▸ What is required: Whichever lines of the material contain "Словʼянська", copy each of them.

--- Data listing Enclosed Below ---

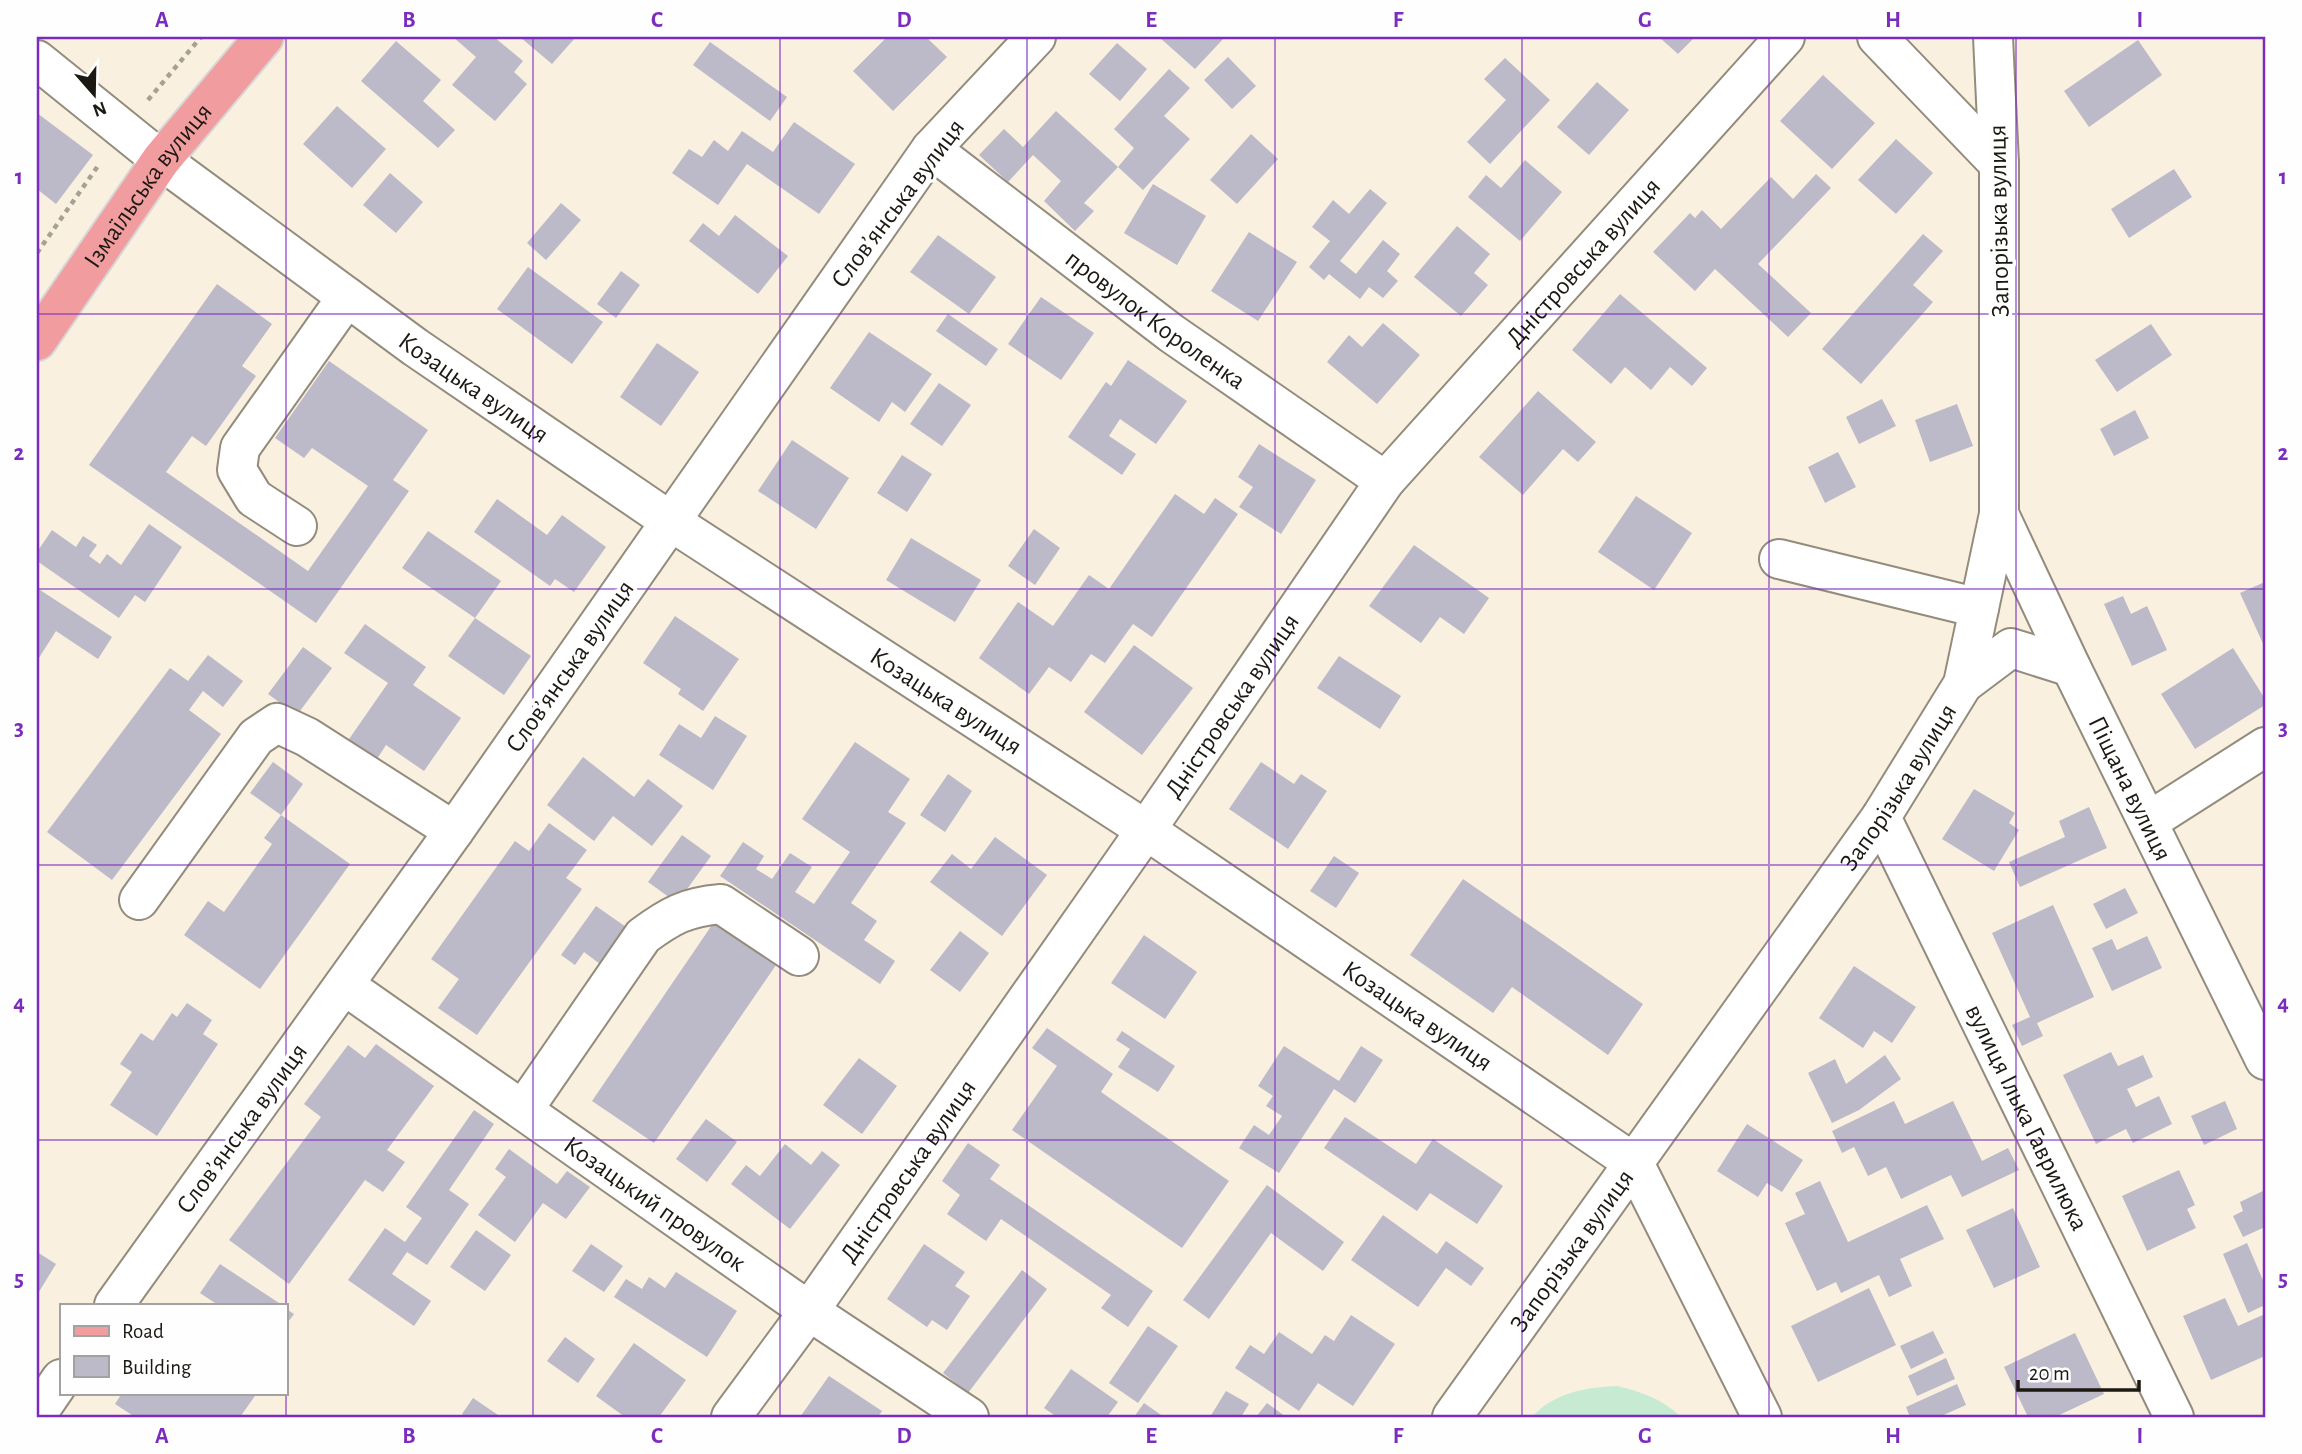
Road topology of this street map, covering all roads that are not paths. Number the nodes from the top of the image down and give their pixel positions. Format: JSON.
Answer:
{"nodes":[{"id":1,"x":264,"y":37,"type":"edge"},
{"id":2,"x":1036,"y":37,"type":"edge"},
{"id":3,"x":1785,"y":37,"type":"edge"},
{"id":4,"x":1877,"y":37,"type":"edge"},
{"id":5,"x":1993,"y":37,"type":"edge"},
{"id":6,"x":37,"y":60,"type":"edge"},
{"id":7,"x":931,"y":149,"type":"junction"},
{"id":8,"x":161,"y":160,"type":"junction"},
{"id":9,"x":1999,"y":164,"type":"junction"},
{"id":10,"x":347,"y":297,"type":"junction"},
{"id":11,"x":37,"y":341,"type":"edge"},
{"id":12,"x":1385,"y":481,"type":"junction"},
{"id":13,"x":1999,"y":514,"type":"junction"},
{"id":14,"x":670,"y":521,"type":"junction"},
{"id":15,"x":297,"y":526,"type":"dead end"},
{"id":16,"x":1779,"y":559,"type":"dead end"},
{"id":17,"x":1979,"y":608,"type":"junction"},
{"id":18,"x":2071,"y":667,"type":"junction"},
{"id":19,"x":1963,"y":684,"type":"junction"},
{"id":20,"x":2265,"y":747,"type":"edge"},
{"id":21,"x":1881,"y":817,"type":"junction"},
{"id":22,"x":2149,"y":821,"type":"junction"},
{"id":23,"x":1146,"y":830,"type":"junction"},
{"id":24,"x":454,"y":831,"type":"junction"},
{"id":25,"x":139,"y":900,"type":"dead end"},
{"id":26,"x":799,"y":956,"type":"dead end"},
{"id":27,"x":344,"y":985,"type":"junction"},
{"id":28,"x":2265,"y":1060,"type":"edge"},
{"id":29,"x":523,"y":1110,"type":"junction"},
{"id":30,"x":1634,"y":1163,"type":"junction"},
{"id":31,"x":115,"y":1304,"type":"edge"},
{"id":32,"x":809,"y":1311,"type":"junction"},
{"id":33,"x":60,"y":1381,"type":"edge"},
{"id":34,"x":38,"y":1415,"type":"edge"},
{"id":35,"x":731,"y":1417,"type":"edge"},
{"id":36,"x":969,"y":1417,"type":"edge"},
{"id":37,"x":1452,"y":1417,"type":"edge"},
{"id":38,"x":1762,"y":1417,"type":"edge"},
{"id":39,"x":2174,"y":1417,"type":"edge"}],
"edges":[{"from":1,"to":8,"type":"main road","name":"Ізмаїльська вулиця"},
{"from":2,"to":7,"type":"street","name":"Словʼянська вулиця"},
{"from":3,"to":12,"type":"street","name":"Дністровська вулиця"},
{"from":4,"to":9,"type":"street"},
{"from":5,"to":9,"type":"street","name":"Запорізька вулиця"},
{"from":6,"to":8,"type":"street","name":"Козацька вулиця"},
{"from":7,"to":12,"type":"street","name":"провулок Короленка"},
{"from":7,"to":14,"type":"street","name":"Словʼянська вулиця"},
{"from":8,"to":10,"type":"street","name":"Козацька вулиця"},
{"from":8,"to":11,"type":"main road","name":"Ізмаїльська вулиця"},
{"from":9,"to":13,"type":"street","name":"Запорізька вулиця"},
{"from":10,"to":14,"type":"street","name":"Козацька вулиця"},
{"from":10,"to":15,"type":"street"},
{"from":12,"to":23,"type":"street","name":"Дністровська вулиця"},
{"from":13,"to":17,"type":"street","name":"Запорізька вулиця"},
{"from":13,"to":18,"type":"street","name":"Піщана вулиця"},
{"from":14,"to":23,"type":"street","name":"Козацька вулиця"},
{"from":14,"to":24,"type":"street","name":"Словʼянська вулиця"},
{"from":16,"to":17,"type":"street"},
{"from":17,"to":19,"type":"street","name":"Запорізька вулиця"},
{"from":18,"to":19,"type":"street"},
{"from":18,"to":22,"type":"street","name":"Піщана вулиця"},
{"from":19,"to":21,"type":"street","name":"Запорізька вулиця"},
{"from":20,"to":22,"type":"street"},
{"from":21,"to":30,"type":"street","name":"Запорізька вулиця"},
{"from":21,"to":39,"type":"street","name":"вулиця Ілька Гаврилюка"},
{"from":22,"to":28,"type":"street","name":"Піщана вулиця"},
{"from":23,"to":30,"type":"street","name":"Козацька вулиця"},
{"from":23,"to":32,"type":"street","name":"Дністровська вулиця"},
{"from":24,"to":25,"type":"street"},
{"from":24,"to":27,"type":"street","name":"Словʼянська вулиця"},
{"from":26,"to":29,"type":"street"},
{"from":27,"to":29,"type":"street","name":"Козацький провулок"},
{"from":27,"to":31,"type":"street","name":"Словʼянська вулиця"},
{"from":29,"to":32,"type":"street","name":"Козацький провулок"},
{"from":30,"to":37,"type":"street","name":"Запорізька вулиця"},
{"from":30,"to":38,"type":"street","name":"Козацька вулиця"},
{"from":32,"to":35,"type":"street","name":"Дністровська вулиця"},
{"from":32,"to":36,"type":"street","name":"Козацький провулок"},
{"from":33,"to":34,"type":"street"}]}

--- End of Enclosed Data listing ---

▸ Worked solution:
{"from":2,"to":7,"type":"street","name":"Словʼянська вулиця"},
{"from":7,"to":14,"type":"street","name":"Словʼянська вулиця"},
{"from":14,"to":24,"type":"street","name":"Словʼянська вулиця"},
{"from":24,"to":27,"type":"street","name":"Словʼянська вулиця"},
{"from":27,"to":31,"type":"street","name":"Словʼянська вулиця"},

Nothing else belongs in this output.